Neurologists claim your biases are located in an exact part of the brain called the amygdala. Photo Credit: The amygdala CLIPAREA/Shutterstock

Neurologists claim your biases are located in an exact part of the brain called the amygdala. Photo Credit: The amygdala CLIPAREA/Shutterstock

Neurologists claim your biases are located in an exact part of the brain called the amygdala. Photo Credit: The amygdala CLIPAREA/Shutterstock


For many years the concept of “Unconscious Bias” (sometimes called “Implicit Bias”) had been bubbling into society from the research labs of psychologists, social scientists and neurologists.
Its techniques and trainings have been implemented by governments, corporations, schools, law enforcement agencies and judicial systems who often blindly trust the procedures cooked up by psychology and psychiatry to be “scientific truth.”
Hillary Clinton has a “gender bias” component in her 2016 Presidential campaign.
Eric Holder, when still Attorney General of the United States, examined the question of racial bias in the Ferguson, Mo. police department and made this statement.
“Our view of the evidence found no alternative explanation for the disproportionate impact on African- American residents other than implicit and explicit racial bias.”
James Comey, head of the FBI, had this to say, “Much research points to the widespread existence of unconscious bias. Many people in our white-majority culture have unconscious racial biases and react differently to a white face than a black face.
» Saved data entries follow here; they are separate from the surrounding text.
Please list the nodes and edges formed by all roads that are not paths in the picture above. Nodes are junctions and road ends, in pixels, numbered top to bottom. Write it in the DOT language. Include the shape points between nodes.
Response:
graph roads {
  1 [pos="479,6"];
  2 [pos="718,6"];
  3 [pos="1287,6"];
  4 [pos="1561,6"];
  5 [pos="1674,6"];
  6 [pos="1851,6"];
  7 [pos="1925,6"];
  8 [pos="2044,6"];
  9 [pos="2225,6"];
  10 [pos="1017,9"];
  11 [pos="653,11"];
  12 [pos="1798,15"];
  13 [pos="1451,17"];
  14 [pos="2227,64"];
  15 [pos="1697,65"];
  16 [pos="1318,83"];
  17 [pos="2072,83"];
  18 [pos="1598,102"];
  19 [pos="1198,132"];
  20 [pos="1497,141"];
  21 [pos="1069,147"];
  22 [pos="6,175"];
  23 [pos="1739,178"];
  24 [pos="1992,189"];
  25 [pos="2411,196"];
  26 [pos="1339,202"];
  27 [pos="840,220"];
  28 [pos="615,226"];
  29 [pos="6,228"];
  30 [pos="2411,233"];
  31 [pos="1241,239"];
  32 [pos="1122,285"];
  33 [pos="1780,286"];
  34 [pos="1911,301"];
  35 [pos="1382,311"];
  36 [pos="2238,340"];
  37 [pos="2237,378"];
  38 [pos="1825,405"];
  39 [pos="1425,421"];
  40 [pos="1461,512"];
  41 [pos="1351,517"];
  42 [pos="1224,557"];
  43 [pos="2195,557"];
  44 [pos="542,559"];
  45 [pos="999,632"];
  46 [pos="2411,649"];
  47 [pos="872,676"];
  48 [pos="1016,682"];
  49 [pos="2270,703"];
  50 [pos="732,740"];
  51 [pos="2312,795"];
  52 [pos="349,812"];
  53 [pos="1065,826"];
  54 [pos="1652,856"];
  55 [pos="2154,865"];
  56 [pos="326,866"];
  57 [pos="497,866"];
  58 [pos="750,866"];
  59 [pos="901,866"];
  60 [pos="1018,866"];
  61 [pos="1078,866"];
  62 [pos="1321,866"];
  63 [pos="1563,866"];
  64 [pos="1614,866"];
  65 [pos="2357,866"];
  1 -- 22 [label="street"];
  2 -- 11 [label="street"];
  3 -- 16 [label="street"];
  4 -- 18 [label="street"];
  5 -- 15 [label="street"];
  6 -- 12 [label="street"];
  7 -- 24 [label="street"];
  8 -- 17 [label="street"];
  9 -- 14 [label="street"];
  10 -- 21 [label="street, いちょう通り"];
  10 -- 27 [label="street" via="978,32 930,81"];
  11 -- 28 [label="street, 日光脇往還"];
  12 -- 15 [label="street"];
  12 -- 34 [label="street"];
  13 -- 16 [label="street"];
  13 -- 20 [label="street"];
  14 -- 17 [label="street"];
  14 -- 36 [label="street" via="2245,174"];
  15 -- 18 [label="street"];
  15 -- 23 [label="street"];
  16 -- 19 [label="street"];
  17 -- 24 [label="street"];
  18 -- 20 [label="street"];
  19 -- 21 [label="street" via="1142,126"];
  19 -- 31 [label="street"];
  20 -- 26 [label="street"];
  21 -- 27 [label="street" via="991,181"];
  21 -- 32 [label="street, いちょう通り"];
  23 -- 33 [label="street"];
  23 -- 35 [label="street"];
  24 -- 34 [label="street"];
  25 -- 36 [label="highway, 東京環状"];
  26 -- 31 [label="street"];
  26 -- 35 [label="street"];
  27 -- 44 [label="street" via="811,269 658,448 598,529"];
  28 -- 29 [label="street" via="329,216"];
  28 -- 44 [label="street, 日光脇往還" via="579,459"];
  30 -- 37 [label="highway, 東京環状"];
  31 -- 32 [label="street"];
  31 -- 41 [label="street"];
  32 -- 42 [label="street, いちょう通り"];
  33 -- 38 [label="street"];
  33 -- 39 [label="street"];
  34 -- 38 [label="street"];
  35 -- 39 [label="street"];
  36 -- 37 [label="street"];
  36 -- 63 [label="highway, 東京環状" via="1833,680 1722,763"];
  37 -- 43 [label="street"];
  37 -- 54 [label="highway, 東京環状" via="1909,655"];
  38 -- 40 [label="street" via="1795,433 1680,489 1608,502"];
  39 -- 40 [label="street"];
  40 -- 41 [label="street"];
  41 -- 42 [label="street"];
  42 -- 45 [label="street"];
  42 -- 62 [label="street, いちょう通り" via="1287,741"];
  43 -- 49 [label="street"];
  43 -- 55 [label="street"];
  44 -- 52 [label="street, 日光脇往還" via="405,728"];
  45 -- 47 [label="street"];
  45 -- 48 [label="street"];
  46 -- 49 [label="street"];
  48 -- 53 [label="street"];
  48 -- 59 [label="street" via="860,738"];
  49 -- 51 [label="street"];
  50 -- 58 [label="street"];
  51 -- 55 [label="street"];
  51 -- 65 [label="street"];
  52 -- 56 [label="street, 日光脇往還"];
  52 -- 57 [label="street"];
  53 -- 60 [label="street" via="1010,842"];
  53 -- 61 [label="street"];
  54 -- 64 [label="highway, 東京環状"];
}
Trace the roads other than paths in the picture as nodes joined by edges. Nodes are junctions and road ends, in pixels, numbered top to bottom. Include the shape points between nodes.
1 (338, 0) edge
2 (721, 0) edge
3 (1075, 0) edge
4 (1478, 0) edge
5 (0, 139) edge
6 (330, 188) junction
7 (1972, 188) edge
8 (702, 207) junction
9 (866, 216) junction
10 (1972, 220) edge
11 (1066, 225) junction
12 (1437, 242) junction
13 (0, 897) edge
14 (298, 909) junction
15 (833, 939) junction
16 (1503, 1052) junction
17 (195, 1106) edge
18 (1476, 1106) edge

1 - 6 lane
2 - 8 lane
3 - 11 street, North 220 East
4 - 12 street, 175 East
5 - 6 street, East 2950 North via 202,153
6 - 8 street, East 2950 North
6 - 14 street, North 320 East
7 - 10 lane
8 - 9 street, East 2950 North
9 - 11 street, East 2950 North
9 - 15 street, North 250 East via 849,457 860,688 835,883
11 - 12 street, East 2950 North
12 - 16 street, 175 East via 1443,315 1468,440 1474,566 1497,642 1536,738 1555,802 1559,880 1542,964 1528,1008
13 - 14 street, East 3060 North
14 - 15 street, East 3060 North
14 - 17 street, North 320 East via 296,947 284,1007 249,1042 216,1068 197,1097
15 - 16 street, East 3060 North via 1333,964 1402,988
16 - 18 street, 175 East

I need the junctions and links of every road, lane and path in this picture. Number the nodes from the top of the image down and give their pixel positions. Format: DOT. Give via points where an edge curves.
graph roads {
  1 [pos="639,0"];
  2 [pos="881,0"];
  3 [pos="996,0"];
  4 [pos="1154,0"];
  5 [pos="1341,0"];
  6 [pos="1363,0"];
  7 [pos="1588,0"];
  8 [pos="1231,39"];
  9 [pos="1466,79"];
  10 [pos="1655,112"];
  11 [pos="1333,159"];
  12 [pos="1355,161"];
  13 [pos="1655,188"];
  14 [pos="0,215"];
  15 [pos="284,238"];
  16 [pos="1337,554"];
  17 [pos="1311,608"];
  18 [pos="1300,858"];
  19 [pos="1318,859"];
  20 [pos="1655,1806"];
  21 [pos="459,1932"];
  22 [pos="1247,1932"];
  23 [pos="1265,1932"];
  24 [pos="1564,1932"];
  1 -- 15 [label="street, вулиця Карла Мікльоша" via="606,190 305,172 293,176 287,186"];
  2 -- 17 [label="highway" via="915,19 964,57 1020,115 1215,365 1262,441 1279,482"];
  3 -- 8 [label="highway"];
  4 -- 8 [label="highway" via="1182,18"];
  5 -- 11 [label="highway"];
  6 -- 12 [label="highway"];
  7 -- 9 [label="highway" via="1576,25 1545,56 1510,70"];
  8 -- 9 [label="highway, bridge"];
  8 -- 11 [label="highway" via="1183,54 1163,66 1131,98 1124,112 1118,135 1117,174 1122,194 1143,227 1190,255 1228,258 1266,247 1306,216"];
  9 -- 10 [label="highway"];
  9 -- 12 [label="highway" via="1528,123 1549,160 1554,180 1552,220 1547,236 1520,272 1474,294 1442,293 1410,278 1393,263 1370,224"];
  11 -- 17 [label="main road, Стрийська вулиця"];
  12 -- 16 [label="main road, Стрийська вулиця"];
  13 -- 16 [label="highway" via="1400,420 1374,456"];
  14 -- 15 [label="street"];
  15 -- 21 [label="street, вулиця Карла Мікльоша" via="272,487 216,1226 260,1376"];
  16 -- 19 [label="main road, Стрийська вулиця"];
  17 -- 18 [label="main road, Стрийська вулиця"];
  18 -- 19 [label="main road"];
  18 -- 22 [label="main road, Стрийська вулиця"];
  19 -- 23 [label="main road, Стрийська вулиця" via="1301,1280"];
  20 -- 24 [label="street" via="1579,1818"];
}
In fact, we all, white and black, carry various biases around with us.”
Here at the University of South Florida, Associate Professor of Criminology Lorie Fridell is a nationally recognized expert on helping police to overcome implicit bias. She claims “implicit biases manifest in even the best intentioned individual.” She runs the “Fair and Impartial Policing” program under the Dept. of Justice Community Oriented Policing Service (COPS).
The Boston Globe offered an important disclaimer about her program: “she has never produced any empirical results to show that her methods actually reduce discriminatory policing. (In Fridell’s view, this goes with the territory: There’s no way to accurately measure biased policing, because it’s impossible to look at the actions of an individual police officer and know for sure whether it was influenced by bias or not.)”
Police from all over the US have been taking various courses to handle their unconscious racial bias.
Out in Los Angeles the Simon Wiesenthal Center runs the Museum of Tolerance which focuses on the history of the Holocaust. It has expanded its role to presenting facts about racism in America. It now offers a program for police to explore their unconscious biases. It is called Tools for Tolerance.
Officers arrive and are faced with a choice between entering a door marked “prejudiced” and another marked “unprejudiced.” Those who try to enter via the “unprejudiced” discover it is locked – a reminder that in their unconscious mind everyone is prejudiced.
Not all researchers are buying the value of this training citing the lack of evidence that the training works and stating that the effects are short lived.
Joshua Correll, a social psychologist and associate professor at the University of Colorado at Boulder says that in the real world of policing it could potentially endanger officers or the public by making officers slower to recognize threats for fear of being called biased, and that the training’s benefits could quickly disappear when an officer resumes his work back home.
In another example of forced unconscious bias training the US Forest Service Management Director Bryan Rice had his workers take an online unproven test called Project Implicit. Instructions for the online test specifically warn of problems when it is taken “outside of the safeguards of a research institution.” Users also are told to be careful about how far to go in interpreting the results as the tests can pull to view and leave unhandled old painful emotional experiences.
A senior congressional aide thought the Forest Service has bigger things to worry about.
“At some point this year, thousands of Americans will have to flee their homes because of catastrophic wildfires caused by poorly managed Forest Service lands,” the aide said. “And when some of those people return to smoldering piles that were once their homes, they will be comforted that under this administration, the Forest Service has been vigilant in testing against unconscious biases.”
So, what is the “Scientific Basis” for Unconscious Bias?
Neurologists claim your biases are located in an exact part of the brain called the amygdala.
 
“The amygdala is a small structure in the medial temporal lobe of the brain that is known for its role in race-related mental processes as well as responding to threat and fear.”
How is this known?
“By the amygdala’s response to various stimuli such as African American and Caucasian faces or skin tone variations”
How do these researchers get the amygdala to respond?
By using stimulus-response reminiscent of Pavlov’s dog and the mind control work of psychiatry. Throw some upsetting pictures in front of a research volunteer and see if some reaction can be obtained.
Of course, the next level of neurological research was to see what happened to the subject’s implicit bias when he was given a drug!
The authors of that study hypothesized that propranolol, which is a beta-adrenoceptor blocker, should reduce implicit racial bias because beta-adrenoceptor receptors are known to have an effect on emotional perception and memory.
Propranodol is a prescription drug for high blood pressure, chest pains, irregular heartbeat, migraines and tremors.
It has this impressive list of possible side effects – all potentially deadly for a policeman.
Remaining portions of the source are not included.